In the same period, shares in a more recent entrant to the public markets, Else Nutrition, which makes plant-based baby food, have risen from C$0.53 (31p) to C$4.50.

The value of the plant-based meat market is now on track to rise from $10.1bn in 2018 to $30.92bn in 2026. And as this occurs, more and more of these private companies will go public.

To make the most of this opportunity, we have made plant-based foods one of the nine sub-sectors tracked in our Sustainable Future of Food theme.

Together with Tematica Research, we have identified the global publicly-traded companies that derive all or a large proportion of their revenues from plant-based food.
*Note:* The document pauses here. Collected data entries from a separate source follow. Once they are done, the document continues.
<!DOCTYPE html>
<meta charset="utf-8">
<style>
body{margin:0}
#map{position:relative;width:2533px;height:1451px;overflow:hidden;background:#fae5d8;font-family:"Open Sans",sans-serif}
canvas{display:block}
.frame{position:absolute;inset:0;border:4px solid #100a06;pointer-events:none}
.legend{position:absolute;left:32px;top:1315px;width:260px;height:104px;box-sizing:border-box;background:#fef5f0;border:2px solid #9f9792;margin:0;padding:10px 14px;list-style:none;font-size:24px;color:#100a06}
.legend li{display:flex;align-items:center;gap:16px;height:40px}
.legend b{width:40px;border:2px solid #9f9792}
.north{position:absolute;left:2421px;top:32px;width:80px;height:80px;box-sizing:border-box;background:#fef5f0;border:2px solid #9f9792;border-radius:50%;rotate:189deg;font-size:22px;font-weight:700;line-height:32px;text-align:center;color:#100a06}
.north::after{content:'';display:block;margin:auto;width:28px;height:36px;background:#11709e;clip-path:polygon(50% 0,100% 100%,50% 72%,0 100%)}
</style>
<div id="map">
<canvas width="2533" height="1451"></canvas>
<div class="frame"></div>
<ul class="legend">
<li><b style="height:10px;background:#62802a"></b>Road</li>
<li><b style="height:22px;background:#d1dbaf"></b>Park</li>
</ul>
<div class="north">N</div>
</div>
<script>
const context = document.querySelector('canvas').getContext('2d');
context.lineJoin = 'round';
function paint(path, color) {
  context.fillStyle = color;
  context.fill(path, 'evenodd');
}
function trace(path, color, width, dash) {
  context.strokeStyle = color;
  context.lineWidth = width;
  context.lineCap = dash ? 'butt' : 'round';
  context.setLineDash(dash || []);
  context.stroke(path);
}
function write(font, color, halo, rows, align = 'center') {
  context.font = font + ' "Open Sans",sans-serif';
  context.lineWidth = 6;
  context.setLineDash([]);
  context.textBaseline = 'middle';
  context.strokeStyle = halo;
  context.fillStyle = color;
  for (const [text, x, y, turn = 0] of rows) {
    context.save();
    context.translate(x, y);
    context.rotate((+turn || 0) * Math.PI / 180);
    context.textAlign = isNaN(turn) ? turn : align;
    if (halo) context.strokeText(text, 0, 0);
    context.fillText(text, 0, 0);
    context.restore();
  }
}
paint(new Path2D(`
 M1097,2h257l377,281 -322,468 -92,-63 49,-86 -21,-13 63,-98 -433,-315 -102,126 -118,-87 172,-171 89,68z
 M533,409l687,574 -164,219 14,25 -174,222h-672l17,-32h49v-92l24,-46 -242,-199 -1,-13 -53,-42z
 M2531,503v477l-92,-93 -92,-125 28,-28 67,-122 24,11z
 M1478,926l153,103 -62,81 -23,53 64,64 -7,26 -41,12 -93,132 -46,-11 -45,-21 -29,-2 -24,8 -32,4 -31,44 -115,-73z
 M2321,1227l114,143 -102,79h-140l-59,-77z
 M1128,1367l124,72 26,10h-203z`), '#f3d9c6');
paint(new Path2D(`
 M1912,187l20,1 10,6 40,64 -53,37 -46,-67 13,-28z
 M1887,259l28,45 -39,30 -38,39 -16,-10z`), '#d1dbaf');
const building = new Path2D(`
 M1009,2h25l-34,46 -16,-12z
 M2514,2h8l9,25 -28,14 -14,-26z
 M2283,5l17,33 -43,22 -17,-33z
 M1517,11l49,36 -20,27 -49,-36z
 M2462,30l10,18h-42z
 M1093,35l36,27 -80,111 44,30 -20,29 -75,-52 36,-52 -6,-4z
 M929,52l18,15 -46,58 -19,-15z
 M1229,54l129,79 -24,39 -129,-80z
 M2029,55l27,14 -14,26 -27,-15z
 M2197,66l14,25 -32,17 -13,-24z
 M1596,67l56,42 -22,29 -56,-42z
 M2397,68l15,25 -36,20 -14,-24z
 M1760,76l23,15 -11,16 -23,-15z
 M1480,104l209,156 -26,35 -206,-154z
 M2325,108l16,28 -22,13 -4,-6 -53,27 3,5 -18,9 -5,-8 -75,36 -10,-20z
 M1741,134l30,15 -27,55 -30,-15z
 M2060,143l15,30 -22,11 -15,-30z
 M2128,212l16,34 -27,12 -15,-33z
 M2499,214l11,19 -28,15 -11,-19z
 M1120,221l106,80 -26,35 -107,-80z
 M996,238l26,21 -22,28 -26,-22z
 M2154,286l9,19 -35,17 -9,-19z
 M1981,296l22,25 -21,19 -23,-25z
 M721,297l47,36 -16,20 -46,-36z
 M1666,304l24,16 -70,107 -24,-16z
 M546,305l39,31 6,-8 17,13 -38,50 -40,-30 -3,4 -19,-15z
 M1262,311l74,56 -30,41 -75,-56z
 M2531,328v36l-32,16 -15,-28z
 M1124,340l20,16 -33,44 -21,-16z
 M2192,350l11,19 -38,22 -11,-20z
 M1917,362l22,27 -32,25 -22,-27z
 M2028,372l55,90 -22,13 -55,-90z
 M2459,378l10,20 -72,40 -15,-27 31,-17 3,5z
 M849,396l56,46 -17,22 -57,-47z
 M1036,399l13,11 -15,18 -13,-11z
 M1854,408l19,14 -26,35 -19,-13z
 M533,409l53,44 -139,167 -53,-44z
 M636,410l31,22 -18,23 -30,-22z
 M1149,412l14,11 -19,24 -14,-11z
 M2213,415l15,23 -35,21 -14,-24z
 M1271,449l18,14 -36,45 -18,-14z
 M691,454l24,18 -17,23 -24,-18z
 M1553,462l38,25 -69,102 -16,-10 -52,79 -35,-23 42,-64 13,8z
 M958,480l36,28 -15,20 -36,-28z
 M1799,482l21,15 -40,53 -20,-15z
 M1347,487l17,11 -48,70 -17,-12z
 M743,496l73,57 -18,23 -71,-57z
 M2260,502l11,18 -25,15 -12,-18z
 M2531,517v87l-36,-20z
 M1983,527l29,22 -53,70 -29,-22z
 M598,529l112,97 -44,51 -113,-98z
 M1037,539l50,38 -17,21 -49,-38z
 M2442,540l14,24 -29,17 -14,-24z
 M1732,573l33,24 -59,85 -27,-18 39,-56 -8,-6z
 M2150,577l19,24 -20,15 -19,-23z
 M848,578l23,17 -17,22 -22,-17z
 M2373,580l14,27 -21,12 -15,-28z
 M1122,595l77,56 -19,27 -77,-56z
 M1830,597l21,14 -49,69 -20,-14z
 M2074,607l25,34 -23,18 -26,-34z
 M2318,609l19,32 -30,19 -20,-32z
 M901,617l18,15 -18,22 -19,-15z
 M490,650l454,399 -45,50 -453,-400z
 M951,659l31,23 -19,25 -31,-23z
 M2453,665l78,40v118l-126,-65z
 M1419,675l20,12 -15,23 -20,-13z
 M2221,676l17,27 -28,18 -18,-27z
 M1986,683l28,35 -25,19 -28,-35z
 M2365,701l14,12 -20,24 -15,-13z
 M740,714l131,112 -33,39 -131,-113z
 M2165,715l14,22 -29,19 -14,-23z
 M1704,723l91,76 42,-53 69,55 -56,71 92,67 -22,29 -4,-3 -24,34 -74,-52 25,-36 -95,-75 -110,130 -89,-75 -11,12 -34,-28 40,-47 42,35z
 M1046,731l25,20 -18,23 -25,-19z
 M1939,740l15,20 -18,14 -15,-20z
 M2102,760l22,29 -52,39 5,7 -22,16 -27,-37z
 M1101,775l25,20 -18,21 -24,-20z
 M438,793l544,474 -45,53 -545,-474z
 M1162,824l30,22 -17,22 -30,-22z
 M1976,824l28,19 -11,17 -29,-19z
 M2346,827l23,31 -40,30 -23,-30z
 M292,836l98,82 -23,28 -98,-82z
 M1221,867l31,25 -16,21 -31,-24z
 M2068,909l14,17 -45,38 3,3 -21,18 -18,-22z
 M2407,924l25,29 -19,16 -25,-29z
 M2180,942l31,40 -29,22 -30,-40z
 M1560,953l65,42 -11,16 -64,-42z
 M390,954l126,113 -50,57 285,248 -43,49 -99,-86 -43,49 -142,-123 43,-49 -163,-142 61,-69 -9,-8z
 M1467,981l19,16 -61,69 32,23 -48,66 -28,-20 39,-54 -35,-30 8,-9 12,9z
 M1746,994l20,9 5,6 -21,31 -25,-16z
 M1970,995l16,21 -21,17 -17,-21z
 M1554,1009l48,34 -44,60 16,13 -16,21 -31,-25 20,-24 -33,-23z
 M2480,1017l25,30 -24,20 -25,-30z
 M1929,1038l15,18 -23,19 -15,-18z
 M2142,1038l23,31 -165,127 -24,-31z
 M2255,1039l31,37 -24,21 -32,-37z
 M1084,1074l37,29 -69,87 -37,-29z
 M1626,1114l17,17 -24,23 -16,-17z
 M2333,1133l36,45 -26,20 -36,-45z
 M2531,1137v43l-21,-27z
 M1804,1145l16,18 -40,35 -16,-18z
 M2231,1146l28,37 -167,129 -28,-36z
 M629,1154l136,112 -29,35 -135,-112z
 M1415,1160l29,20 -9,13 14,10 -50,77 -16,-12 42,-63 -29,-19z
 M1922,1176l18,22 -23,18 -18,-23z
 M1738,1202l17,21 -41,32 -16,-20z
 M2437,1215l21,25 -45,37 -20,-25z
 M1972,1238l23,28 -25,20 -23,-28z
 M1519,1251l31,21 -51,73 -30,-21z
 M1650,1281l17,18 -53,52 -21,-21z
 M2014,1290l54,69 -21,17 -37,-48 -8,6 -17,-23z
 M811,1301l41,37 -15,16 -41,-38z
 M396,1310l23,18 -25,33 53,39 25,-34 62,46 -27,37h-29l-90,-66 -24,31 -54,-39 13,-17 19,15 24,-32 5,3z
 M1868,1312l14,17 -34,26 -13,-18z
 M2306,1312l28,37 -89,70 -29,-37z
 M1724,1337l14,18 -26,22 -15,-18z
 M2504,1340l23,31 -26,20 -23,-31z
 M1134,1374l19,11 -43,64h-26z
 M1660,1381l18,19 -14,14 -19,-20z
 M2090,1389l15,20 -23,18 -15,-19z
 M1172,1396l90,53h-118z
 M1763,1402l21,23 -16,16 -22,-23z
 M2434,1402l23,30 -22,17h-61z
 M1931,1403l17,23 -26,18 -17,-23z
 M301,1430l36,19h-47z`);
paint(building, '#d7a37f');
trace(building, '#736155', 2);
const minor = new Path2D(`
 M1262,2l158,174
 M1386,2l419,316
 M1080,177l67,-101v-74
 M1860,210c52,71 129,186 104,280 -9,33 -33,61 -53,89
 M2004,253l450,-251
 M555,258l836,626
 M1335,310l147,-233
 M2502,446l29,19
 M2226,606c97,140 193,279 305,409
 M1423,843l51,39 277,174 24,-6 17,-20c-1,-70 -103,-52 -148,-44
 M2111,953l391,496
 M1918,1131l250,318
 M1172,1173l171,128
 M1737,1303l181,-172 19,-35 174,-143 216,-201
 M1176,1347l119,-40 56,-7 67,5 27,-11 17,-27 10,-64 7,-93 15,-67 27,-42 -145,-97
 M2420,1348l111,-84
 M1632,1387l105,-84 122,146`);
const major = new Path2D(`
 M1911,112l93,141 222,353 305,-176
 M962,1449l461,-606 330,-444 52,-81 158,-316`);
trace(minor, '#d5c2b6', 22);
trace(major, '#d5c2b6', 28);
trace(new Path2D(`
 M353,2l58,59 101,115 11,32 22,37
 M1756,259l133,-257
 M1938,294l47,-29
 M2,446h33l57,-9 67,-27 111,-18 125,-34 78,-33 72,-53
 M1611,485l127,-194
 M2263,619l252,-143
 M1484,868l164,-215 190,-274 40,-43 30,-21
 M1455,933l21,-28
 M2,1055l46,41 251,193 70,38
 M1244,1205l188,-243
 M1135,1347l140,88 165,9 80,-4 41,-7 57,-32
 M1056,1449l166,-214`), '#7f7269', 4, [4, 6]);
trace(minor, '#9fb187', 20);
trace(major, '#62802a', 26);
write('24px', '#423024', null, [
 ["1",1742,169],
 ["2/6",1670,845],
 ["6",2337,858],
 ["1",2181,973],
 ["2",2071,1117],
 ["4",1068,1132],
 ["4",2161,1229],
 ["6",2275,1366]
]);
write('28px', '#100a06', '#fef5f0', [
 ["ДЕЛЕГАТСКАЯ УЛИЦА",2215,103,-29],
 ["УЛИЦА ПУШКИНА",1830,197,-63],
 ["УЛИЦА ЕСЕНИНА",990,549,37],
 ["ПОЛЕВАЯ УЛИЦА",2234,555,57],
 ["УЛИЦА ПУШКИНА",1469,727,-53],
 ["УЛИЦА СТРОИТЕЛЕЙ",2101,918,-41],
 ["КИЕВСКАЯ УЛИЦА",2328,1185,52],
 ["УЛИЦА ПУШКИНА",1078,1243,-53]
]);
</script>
And given that conventional meat consumption, particularly beef, is incompatible with a sustainable future of food, we exclude companies producing foods derived from land-reared meats from the theme.

Beyond plant-based food

It is not just meat alternatives that stand to benefit from increasing environmental consciousness among food consumers. There are many other sectors where companies are innovating to reduce the carbon footprint of the food supply chain.

One excellent example that we hone in on in our Sustainable Future of Food theme is 'smart agriculture', or 'farming 4.0' as it is sometimes referred to.

This refers broadly to the advanced technologies – including robotics, sensors, software and aerial and satellite imagery – that are being combined with big data and cloud-based solutions to enable more precision and automation (and therefore resource efficiency) within the farming process.

Whether it is monitoring moisture levels in fields, assessing the ideal time to pick the harvest or the precise application of input resources like water, fertilisers, pesticides and fungicides, these new platforms allow farmers to provide each plant with exactly what it needs rather than holistically spraying an entire field.

In doing so, farmers can save on input resources, reduce GHG emissions and reduce the nasty environmental side-effects associated with surface run-off, including water eutrophication.

Ultimately, change starts with the consumer. And with consumers around the world becoming better informed about the environmental (and, importantly, health) impacts of what they eat, the transition to a more sustainable food system is finally becoming possible.

The companies driving technological innovation across the food value chain, and the companies designing and producing the new food products that the climate-conscious consumer is demanding, will be best positioned to benefit from the tailwinds of this transition.